### Task brief
Copy every line from the records below that carries the word "edges".

(Collected data entries)
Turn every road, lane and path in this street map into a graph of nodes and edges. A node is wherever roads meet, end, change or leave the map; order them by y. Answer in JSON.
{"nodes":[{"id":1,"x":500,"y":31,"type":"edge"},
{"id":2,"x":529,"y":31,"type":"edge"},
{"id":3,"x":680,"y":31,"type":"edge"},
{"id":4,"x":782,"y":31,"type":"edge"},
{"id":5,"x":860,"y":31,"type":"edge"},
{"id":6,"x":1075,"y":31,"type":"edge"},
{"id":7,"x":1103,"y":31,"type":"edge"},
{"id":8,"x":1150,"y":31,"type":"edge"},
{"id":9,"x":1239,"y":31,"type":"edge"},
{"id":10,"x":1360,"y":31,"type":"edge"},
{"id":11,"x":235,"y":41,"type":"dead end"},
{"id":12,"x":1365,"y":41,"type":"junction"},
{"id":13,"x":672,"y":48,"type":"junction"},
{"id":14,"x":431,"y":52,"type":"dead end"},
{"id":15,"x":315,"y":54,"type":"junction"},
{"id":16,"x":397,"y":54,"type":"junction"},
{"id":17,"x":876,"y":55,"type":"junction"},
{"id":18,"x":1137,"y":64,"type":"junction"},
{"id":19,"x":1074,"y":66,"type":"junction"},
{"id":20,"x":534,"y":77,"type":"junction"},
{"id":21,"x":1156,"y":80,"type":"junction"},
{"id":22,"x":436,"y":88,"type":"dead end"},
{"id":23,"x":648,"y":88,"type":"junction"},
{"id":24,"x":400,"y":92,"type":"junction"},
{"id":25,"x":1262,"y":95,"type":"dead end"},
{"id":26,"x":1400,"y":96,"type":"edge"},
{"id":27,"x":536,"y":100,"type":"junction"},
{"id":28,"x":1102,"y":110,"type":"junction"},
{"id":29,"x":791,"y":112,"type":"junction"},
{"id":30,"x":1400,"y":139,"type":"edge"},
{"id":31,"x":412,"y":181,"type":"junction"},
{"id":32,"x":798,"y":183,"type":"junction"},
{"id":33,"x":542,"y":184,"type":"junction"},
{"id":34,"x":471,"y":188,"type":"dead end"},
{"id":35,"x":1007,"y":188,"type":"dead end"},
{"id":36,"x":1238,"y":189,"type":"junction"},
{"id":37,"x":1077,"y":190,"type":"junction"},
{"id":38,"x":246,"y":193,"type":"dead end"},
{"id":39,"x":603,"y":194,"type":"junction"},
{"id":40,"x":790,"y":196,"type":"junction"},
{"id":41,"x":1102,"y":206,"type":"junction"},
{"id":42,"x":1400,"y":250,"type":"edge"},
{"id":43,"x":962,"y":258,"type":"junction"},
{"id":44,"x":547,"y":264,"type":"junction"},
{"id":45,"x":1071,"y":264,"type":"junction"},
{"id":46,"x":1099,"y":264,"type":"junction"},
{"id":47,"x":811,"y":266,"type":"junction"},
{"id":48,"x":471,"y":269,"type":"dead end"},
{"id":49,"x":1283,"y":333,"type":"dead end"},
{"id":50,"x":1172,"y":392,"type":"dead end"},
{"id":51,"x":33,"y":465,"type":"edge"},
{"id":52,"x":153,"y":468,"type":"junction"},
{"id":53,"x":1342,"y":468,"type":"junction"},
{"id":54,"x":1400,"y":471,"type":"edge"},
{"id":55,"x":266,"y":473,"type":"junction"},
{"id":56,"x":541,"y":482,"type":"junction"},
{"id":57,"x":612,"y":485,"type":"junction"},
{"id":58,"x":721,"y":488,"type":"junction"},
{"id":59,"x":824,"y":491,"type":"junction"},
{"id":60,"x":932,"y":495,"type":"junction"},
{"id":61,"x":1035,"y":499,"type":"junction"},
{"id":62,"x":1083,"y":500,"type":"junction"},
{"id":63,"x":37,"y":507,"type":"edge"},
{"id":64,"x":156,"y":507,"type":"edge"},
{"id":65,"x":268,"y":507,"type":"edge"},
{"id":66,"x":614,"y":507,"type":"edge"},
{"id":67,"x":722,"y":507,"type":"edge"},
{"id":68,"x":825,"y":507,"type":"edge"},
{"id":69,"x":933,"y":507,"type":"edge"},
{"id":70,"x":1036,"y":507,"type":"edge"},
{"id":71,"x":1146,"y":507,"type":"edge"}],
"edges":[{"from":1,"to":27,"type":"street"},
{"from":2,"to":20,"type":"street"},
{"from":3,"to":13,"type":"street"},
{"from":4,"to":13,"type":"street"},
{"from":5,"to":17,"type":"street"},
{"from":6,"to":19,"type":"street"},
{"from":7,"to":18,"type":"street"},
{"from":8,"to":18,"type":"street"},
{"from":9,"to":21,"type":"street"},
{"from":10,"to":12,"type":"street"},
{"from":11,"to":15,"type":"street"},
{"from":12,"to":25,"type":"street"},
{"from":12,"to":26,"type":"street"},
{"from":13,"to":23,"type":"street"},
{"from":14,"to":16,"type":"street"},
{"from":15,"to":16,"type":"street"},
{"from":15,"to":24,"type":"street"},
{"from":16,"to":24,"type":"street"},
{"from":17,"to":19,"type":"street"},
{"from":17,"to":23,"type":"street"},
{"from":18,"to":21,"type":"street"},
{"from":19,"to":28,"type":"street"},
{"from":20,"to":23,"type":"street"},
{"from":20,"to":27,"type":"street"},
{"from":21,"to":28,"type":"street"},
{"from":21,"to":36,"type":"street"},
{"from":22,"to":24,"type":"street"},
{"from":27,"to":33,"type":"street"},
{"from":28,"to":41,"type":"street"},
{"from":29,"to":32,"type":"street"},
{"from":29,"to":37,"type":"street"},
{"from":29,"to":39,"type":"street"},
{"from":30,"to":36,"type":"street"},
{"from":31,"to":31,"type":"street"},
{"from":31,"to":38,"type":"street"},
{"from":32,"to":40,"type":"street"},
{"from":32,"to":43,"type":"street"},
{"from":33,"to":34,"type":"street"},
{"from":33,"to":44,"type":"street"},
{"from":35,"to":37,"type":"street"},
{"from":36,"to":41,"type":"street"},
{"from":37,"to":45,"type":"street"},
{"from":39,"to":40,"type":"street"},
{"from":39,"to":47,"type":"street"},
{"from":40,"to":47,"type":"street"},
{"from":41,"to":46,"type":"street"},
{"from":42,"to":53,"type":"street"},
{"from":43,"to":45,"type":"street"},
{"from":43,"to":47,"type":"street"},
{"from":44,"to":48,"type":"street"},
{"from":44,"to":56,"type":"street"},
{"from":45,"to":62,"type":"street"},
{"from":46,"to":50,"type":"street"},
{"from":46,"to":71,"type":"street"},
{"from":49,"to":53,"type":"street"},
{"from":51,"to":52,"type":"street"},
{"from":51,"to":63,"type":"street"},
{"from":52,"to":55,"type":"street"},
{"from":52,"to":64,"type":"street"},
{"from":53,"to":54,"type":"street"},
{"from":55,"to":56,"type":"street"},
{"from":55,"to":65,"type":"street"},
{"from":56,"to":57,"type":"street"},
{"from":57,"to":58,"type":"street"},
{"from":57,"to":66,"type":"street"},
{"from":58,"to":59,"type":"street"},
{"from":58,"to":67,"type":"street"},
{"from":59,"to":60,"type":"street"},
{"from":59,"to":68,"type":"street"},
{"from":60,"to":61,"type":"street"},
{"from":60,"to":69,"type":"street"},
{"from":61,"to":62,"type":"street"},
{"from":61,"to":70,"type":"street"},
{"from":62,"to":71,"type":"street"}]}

### Solution for this problem
Turn every road, lane and path in this street map into a graph of nodes and edges. A node is wherever roads meet, end, change or leave the map; order them by y. Answer in JSON.
"edges":[{"from":1,"to":27,"type":"street"},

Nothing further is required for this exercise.